Female students

Lesedauer: 2 min

Studying remained a man’s world until the early-20th century. Even in Saxony, the many longstanding universities, colleges and art academies were long loath to admit women. One early exception was Leipzig Conservatory of Music, which accepted talented female musicians immediately after it had been founded by Felix Mendelssohn Bartholdy in 1843. The issue of women in higher education became the subject of intellectual debate in the German Empire around the turn of the century. Some detractors actually claimed that women lacked the ability to study. After protracted negotiations and the occasional admission of female guest students, on 10 April 1906 a law was passed in Saxony allowing women to enter higher education. That same month, the first 27 female students enrolled at the University of Leipzig, and in 1907 women first entered Dresden College of Technology.
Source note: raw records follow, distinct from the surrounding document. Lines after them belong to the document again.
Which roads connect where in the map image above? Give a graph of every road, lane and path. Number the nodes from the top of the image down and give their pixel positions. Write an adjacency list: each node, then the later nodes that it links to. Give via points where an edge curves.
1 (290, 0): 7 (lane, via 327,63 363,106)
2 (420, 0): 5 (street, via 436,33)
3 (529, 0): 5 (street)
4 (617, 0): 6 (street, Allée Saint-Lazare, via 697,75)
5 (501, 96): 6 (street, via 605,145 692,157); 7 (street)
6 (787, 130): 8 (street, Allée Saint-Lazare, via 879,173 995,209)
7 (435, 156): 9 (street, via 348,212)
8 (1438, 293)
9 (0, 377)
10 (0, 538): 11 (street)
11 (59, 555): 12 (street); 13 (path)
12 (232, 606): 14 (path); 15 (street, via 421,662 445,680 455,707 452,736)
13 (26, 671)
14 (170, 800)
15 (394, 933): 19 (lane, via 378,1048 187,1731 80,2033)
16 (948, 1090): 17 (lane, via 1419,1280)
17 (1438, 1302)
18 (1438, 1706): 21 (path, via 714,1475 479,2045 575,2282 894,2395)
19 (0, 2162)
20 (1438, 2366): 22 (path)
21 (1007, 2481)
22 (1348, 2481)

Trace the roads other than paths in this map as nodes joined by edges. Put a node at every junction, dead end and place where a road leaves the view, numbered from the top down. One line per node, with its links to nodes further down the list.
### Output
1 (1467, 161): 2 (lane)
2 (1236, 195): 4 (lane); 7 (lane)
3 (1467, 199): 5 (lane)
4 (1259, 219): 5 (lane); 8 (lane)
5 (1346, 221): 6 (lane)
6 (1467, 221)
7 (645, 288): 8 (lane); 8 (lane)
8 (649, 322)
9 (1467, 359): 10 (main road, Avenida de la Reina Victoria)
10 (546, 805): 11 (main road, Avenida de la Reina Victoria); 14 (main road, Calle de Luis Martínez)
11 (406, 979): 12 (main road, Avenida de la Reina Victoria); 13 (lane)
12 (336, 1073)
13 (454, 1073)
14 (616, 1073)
Even so, women still remained few and far between in lecture halls for many years to come. Mittweida College of Technology rejected a female applicant in 1908, and not until 1944 did the first woman manage to enrol there. Formal equality did not by any means equate to real equal opportunities in everyday higher education. At universities and colleges in Saxony, too, equality had to be repeatedly demanded in the twentieth century. Initially only enrolled in small numbers, women were then forced out of academia under the Nazis. During the era of East Germany (the German Democratic Republic), women were supported for political and ideological reasons. The numerous successful biographies of female students tell a different story of their experiences of the Saxon higher education sector, which less than 120 years ago was almost completely male-dominated.